**DESCRIPTION OF THE TASK:**
An exact copy of all the entries is needed, with no images in it.
INPUT Start Marker
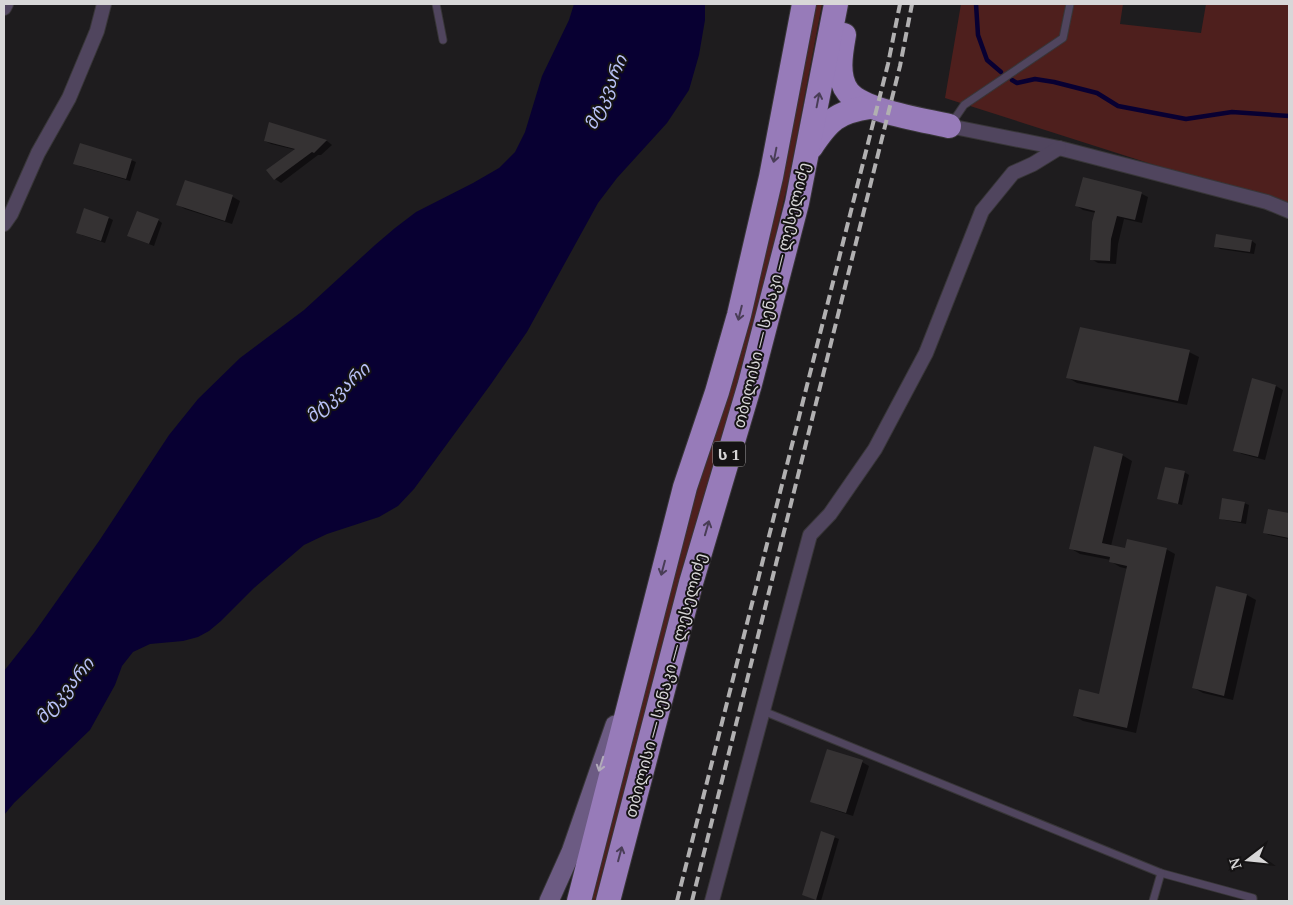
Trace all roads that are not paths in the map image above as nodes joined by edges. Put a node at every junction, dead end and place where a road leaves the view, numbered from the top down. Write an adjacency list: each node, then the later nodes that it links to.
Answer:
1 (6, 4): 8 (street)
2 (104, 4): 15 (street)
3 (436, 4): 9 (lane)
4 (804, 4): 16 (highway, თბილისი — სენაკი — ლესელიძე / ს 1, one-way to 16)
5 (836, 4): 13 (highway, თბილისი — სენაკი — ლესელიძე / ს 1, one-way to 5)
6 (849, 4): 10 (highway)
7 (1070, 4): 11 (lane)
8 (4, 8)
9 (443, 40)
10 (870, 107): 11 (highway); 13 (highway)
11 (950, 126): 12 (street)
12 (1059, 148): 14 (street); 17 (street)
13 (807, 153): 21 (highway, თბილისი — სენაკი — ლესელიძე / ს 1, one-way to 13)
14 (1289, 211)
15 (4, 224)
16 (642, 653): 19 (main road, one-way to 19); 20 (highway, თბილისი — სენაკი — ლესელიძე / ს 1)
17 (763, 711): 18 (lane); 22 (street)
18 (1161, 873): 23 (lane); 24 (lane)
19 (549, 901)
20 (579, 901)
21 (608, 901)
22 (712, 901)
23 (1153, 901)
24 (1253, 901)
INPUT End Marker
**TASK RESPONSE:**
Trace all roads that are not paths in the map image above as nodes joined by edges. Put a node at every junction, dead end and place where a road leaves the view, numbered from the top down. Write an adjacency list: each node, then the later nodes that it links to.
Answer:
1 (6, 4): 8 (street)
2 (104, 4): 15 (street)
3 (436, 4): 9 (lane)
4 (804, 4): 16 (highway, თბილისი — სენაკი — ლესელიძე / ს 1, one-way to 16)
5 (836, 4): 13 (highway, თბილისი — სენაკი — ლესელიძე / ს 1, one-way to 5)
6 (849, 4): 10 (highway)
7 (1070, 4): 11 (lane)
8 (4, 8)
9 (443, 40)
10 (870, 107): 11 (highway); 13 (highway)
11 (950, 126): 12 (street)
12 (1059, 148): 14 (street); 17 (street)
13 (807, 153): 21 (highway, თბილისი — სენაკი — ლესელიძე / ს 1, one-way to 13)
14 (1289, 211)
15 (4, 224)
16 (642, 653): 19 (main road, one-way to 19); 20 (highway, თბილისი — სენაკი — ლესელიძე / ს 1)
17 (763, 711): 18 (lane); 22 (street)
18 (1161, 873): 23 (lane); 24 (lane)
19 (549, 901)
20 (579, 901)
21 (608, 901)
22 (712, 901)
23 (1153, 901)
24 (1253, 901)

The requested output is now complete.